▸ **Task statement**:
Retype the data exactly, leaving nothing out.

▸ **Information supplied**:
BEGIN
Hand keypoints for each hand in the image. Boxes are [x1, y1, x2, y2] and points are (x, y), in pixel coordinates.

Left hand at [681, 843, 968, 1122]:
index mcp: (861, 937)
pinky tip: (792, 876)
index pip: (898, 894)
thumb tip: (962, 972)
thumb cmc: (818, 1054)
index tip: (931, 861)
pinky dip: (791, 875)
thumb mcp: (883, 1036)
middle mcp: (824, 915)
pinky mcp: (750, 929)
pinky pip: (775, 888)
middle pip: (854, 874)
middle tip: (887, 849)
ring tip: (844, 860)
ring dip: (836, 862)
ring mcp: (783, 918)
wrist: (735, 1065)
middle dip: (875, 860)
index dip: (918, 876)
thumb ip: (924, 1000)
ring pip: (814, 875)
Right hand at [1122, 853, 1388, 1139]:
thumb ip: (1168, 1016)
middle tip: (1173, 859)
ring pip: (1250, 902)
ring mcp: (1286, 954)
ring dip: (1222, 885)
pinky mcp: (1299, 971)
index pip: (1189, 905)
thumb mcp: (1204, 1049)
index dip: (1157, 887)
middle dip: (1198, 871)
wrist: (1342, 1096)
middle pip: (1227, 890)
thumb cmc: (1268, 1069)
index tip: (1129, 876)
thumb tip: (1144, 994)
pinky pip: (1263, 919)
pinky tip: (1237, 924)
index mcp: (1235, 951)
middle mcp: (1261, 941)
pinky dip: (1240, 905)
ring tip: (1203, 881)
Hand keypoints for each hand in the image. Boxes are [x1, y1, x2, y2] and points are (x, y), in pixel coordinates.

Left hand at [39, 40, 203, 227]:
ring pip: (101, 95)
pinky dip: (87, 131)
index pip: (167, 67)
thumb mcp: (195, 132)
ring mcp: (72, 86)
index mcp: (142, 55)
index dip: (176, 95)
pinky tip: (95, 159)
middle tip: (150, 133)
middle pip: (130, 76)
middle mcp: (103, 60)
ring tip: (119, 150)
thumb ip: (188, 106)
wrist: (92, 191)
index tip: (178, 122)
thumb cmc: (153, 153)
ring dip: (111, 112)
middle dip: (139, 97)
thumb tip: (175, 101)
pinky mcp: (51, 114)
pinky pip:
END
▸ **Answer section**:
Hand keypoints for each hand in the image. Boxes are [x1, y1, x2, y2] and points are (x, y), in pixel coordinates.

Left hand at [681, 843, 968, 1122]:
index mcp: (861, 937)
pinky tip: (792, 876)
index pip: (898, 894)
thumb tip: (962, 972)
thumb cmc: (818, 1054)
index tip: (931, 861)
pinky dip: (791, 875)
thumb mcp: (883, 1036)
middle mcp: (824, 915)
pinky mcp: (750, 929)
pinky pip: (775, 888)
middle pip: (854, 874)
middle tip: (887, 849)
ring tip: (844, 860)
ring dip: (836, 862)
ring mcp: (783, 918)
wrist: (735, 1065)
middle dip: (875, 860)
index dip: (918, 876)
thumb ip: (924, 1000)
ring pip: (814, 875)
Right hand at [1122, 853, 1388, 1139]:
thumb ip: (1168, 1016)
middle tip: (1173, 859)
ring pip: (1250, 902)
ring mcp: (1286, 954)
ring dip: (1222, 885)
pinky mcp: (1299, 971)
index pip: (1189, 905)
thumb mcp: (1204, 1049)
index dip: (1157, 887)
middle dip: (1198, 871)
wrist: (1342, 1096)
middle pip: (1227, 890)
thumb cmc: (1268, 1069)
index tip: (1129, 876)
thumb tip: (1144, 994)
pinky pip: (1263, 919)
pinky tip: (1237, 924)
index mcp: (1235, 951)
middle mcp: (1261, 941)
pinky dip: (1240, 905)
ring tip: (1203, 881)
Hand keypoints for each hand in the image. Boxes are [x1, y1, x2, y2] and points are (x, y), in pixel coordinates.

Left hand at [39, 40, 203, 227]:
ring pip: (101, 95)
pinky dip: (87, 131)
index pip: (167, 67)
thumb mcp: (195, 132)
ring mcp: (72, 86)
index mcp: (142, 55)
index dip: (176, 95)
pinky tip: (95, 159)
middle tip: (150, 133)
middle pip: (130, 76)
middle mcp: (103, 60)
ring tip: (119, 150)
thumb ip: (188, 106)
wrist: (92, 191)
index tip: (178, 122)
thumb cmc: (153, 153)
ring dip: (111, 112)
middle dip: (139, 97)
thumb tip: (175, 101)
pinky mcp: (51, 114)
pinky pip:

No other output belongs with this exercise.